Este día terminó el planeta un recorrido más alrededor del sol llevándote dormido, en ese silencio denso y pesado en el que habitan los que imaginamos muertos. Hace unas noches, mi hermana en un sueño te miro llegar y decirle con semblante plácido que ahora sí ya partías. Tal vez solo esperas que levantemos el altar y guardemos los rezos y se apague el gran cirio, para echar a andar hacia la casa común de todos. Atravesarás el río Chiconahuapan con el auxilio de tus perros que marcharon antes que tú para esperarte en las orillas, como si hubieran conocido de siempre su gran destino ganado con la muerte. He de creer esto para no morir también contigo. Allá, padre, encontrarás las mismas montañas que dejaste y la misma culebra de agua que mojaba tus campos, saltarán conejos, correrán lagartijas y cruzarán parvadas de pájaros esos cielos ignotos. No soplarán vientos fríos y vivirás en el pecho del sol, ni faltará el aire limpio porque tú serás el aire. Regresarás cada tarde de tormenta convertido en lluvia sobre esta tierra que amaste, la misma que fertiliza tu cuerpo para la regeneración de la vida. Jamás te faltará la música, porque la escucho manar desde miles de gargantas. Parecen aves, pero son almitas viejas que regresan a cantar para que no vayamos tristes por la vida y la muerte. Eso dicen los abuelos.

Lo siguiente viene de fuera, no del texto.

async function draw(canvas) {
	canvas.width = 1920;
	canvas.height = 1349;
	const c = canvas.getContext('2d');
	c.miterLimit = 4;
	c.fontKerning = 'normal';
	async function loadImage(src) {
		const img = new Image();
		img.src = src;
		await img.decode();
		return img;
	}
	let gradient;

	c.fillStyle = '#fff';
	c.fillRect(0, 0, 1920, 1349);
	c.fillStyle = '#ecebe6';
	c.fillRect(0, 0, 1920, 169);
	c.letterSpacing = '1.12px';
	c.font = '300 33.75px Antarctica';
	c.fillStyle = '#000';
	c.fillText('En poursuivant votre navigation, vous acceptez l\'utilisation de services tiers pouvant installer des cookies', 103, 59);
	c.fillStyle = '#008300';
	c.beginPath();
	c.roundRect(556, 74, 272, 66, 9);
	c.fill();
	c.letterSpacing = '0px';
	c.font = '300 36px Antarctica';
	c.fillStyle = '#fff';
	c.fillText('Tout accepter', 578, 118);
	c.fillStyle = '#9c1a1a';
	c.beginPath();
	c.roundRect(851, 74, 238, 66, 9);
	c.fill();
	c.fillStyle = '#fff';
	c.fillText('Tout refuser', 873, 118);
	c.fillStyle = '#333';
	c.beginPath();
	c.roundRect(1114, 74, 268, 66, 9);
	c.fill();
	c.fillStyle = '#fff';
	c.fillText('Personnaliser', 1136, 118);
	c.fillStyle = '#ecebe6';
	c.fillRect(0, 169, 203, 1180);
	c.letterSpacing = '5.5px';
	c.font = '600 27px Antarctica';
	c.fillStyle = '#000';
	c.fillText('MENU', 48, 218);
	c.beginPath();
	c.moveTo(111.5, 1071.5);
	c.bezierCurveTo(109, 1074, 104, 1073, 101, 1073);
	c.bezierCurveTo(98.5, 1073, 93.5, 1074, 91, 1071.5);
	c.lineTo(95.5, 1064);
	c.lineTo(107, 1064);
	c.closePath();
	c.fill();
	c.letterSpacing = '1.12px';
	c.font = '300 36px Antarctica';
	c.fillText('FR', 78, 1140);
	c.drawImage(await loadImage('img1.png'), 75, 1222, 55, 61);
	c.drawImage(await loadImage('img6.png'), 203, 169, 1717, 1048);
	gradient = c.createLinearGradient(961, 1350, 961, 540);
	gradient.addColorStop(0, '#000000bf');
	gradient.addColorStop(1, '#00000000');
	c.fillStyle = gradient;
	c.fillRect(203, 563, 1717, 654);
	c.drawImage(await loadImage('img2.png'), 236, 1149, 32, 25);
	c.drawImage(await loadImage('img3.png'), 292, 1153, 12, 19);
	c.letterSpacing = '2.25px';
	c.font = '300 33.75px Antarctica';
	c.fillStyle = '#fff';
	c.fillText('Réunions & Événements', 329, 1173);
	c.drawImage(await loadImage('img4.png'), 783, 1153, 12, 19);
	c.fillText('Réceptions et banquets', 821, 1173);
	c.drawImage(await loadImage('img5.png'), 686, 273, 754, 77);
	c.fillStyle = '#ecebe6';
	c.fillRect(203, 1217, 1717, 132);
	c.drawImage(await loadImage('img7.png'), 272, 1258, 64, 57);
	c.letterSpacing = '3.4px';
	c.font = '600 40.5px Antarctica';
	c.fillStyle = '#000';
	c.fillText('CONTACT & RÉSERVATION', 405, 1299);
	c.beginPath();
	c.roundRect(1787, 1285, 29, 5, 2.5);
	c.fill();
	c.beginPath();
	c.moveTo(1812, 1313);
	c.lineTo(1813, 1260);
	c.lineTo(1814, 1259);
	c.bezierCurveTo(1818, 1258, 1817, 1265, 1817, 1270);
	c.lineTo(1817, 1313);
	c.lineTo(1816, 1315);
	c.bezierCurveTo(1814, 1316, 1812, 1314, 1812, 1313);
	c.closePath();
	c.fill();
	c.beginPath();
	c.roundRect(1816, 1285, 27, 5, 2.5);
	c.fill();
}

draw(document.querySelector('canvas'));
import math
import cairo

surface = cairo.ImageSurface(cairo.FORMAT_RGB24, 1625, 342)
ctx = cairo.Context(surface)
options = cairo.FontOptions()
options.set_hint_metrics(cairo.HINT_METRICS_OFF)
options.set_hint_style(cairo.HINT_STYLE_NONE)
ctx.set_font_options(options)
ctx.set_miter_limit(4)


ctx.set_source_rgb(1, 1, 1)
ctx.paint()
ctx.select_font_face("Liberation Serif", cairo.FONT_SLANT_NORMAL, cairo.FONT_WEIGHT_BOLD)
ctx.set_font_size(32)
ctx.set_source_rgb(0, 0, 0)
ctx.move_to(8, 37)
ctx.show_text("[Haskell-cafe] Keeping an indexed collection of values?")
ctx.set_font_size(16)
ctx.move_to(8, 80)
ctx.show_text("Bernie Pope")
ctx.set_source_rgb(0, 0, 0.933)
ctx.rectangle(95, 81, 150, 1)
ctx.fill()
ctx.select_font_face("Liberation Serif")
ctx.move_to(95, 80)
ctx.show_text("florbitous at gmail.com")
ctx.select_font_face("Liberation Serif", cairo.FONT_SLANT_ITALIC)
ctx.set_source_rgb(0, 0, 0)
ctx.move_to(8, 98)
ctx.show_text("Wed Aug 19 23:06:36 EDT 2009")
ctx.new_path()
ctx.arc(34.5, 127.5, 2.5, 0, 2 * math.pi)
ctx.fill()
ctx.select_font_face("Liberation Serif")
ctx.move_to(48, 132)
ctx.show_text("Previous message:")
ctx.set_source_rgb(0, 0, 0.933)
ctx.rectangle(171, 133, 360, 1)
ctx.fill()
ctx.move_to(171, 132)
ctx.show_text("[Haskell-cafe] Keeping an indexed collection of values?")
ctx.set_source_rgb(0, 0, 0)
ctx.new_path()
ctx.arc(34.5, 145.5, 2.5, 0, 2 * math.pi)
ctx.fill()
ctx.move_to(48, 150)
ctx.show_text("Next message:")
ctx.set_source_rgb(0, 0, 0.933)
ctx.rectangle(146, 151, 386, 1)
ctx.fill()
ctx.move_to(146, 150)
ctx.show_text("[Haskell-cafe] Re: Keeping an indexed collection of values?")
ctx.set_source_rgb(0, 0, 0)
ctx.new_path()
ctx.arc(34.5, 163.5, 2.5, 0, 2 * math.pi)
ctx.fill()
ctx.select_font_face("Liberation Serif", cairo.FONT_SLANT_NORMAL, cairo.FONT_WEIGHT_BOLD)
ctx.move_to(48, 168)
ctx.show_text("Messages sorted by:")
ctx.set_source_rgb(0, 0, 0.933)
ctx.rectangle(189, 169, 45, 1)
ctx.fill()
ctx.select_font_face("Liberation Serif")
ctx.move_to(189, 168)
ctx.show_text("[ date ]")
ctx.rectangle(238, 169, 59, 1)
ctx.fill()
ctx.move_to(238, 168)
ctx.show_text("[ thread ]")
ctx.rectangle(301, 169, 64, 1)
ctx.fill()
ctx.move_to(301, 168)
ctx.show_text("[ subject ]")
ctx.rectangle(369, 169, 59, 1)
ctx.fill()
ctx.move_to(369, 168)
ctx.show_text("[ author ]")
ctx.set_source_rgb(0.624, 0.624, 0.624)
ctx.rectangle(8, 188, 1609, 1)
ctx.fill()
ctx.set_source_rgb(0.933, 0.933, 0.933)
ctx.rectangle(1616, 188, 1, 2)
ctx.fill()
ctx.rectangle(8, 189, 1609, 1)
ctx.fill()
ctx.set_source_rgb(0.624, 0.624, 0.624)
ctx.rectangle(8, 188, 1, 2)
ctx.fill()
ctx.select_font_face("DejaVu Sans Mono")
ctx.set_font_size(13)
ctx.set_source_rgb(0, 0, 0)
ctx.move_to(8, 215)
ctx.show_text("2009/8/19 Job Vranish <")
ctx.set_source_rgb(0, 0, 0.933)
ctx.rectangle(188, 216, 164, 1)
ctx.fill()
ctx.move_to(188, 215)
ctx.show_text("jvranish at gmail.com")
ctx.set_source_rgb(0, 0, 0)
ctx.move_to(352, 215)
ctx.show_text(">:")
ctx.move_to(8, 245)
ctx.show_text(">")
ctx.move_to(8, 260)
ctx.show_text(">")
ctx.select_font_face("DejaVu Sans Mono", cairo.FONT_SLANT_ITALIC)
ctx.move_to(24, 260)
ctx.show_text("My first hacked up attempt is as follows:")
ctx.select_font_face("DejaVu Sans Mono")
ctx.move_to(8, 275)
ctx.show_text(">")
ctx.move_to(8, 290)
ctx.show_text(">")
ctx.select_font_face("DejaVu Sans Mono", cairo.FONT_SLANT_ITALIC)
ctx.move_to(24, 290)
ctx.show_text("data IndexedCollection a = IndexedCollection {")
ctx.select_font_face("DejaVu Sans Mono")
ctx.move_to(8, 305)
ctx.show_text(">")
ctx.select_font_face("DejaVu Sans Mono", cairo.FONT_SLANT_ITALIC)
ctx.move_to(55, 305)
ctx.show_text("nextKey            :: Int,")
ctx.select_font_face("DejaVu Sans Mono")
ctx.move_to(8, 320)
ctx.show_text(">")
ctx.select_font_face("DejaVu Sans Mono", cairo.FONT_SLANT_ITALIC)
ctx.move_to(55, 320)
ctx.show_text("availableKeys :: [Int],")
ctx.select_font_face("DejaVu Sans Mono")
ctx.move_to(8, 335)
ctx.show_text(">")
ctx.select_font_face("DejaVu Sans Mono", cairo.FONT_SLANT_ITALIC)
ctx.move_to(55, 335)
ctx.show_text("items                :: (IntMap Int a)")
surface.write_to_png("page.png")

Quisiera alargar mi mano para sacarte de la nebulosa donde aún te imagino, pero mi hermana dice que sonreías en el sueño y despertó feliz porque tú lo eras. Así sea. Camina sin miedo hacia adelante, señor de los arriates bordeados con cempasúchiles, yuntero abridor de la vida en los eriales, tejedor de sueños a punta de arado, aguador eterno de los cielos bondadosos, pajarero perpetuo de los arrozales, hacedor de oasis en arenas secas, sembrador de palabras llanas en sábanas de tierra, poeta que hacía versos con sus manos. Los que te amamos te debemos la espiga, la risa fresca y la canción a lomo de caballo; la calabaza en dulce y la semilla de pipián, la caña verde y la sonrisa de sus cortadores, la palabra clara y la sentencia justa; la sombra fresca, los muros fuertes y la mujer hermosa que sembró a tu lado. Te debemos también la azada y la semilla, el vientre de la tierra y el sombrero, la sonrisa limpia y tu mano franca extendida para siempre.
Tal vez sea la hora de enterrar la tristeza, apuntalar la fe y rescatar las alegrías que juntos compartimos. Pero eso apago mi dolor y te abrazo fuerte para acompañar nuestros caminos. Tus fotografías, mis yerros y los tuyos, tu amor y el mío, el tiempo deslizándose sobre la vida y la muerte, los recuerdos que habitamos, los perdones necesarios y las dudas que jamás resolveremos, todo cae ahora en un crisol indisoluble que amoroso nos resguarda.
Sigue tu viaje, labrador eterno de las vegas y los páramos.